The government "thoroughly mishandled" the introduction of the new system for out-of-hours health care in England, a group of MPs has said.
Many GPs have opted out of evening and weekend work
A public accounts committee report found that preparations were "shambolic" and that only GPs had benefited from the new arrangements.
It said the service was now improving, but was still not good enough.
Health Secretary Patricia Hewitt said there had been some problems, but eight out of 10 patients were satisfied.
She accepted there was still "plenty of room for improvement" but said the government did not need to lean on primary care trusts to get out-of-hours services right.
"We have made it absolutely clear that's their job. Most of them are doing it very well. Some of them could do it better," she said.
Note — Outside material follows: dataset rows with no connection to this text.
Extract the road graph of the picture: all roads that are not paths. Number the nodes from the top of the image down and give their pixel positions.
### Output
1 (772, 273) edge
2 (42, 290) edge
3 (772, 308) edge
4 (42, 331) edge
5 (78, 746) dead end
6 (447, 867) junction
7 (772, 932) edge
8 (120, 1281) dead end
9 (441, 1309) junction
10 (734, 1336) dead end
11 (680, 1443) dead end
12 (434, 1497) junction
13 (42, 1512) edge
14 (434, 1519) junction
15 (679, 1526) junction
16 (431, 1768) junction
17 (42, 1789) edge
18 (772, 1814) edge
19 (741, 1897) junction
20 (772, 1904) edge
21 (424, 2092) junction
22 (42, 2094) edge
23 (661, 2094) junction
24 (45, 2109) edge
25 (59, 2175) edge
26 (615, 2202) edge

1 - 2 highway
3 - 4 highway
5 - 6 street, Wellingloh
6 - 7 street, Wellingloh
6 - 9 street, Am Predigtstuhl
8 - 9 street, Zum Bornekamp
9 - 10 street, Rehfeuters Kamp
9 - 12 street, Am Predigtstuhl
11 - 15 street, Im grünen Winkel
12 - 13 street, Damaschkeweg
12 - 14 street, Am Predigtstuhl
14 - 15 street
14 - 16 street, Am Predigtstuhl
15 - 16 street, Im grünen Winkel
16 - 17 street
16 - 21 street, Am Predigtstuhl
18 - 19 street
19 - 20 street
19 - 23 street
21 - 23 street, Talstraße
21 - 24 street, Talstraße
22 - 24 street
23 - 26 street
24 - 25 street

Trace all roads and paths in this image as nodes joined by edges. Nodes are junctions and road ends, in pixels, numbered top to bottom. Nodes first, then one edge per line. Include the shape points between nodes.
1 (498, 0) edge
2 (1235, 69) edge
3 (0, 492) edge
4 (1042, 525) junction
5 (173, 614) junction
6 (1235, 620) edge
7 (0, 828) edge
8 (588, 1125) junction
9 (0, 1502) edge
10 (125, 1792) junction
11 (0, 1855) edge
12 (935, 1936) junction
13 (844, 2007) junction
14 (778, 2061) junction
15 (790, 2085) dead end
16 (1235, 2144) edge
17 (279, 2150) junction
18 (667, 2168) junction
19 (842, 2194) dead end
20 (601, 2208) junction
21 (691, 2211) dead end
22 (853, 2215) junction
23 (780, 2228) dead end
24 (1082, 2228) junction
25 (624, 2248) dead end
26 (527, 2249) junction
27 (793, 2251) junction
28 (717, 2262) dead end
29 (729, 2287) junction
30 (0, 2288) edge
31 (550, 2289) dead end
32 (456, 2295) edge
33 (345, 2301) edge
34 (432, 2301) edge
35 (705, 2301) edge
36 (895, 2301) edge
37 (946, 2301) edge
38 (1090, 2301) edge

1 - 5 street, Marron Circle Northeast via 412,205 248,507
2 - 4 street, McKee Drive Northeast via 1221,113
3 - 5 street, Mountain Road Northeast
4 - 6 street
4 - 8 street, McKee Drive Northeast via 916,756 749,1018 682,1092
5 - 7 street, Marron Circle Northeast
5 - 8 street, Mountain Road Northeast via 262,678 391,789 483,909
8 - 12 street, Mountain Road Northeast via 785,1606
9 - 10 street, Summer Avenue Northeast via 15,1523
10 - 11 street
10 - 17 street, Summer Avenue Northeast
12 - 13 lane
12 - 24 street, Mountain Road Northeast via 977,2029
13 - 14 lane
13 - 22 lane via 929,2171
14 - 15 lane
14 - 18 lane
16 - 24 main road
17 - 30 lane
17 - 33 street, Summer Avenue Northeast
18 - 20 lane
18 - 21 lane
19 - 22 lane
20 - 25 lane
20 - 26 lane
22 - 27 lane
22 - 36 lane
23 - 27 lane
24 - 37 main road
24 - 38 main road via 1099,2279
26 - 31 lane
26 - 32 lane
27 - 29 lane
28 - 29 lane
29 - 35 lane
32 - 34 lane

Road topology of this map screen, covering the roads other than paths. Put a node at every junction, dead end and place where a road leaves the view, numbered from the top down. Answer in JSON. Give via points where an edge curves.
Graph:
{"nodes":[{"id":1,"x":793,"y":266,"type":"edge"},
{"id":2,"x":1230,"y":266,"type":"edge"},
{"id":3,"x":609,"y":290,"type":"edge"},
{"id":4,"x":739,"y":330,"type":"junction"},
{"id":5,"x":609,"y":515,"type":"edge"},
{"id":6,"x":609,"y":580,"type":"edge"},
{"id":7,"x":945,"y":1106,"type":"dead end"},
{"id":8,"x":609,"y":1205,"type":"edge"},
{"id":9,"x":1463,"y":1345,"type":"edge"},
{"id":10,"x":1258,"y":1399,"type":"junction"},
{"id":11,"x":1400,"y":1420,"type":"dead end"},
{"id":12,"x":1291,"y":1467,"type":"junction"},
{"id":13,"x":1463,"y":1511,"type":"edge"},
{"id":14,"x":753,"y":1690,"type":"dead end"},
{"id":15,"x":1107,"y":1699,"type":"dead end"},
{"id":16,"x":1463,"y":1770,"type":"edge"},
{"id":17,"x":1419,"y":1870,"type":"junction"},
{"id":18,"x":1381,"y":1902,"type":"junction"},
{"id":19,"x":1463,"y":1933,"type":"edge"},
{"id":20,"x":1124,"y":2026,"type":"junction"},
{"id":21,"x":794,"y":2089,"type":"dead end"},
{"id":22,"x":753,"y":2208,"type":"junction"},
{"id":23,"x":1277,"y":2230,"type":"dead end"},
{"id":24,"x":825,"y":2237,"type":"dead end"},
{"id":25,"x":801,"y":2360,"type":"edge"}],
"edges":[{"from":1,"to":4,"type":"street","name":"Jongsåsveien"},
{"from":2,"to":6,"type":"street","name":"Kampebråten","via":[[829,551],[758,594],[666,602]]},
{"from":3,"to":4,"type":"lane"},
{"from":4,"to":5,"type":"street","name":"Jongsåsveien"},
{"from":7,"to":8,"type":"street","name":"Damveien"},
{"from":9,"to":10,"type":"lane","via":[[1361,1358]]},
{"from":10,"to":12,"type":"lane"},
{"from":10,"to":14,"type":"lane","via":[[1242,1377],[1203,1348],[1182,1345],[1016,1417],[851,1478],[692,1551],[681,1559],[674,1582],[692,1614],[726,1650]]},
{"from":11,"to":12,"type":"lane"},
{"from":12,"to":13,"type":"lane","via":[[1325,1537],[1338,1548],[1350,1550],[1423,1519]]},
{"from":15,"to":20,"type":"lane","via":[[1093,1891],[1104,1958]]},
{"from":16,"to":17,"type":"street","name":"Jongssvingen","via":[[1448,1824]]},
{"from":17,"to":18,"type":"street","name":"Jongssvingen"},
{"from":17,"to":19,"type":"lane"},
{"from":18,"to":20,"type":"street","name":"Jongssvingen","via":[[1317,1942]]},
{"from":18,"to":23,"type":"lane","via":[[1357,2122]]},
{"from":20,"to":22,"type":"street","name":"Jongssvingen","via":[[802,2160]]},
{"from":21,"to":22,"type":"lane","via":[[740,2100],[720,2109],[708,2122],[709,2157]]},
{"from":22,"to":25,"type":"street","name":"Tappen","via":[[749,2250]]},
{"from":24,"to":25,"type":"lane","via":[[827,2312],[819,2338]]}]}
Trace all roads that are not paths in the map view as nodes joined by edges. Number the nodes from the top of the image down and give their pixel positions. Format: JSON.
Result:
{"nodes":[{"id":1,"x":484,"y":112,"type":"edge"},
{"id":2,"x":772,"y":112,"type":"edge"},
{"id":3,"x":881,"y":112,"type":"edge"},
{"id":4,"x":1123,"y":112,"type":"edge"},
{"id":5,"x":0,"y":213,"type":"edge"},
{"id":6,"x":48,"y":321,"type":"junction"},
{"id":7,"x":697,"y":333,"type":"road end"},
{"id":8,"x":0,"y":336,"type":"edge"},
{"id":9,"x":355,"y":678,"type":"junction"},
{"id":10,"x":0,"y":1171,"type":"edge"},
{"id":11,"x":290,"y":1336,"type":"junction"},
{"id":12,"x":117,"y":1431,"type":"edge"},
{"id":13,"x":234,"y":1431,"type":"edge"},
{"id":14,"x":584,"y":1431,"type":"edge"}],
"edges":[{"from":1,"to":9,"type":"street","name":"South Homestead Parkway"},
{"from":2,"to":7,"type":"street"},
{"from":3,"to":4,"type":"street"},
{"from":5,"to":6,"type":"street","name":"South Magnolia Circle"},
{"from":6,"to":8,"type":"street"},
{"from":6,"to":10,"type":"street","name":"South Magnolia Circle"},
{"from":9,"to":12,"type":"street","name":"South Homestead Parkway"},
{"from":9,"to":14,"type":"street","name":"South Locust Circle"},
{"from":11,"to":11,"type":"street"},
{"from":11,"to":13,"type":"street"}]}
And she denied that the department had got it wrong in taking a back seat during the negotiations,
Prior to April 2004, GPs were responsible for providing out-of-hours care between 6.30pm and 8am on week days, and over the weekend.
Under the new system they were able to opt out of this duty in return for giving up an average of £6,000 per year.
Responsibility for out-of-hours care would then pass to the local primary care trust.
One leading member of the British Medical Association negotiating team has admitted that they were shocked at just how good the deal was for doctors.
The committee blamed the Department of Health for not taking a direct part in negotiations over the new system.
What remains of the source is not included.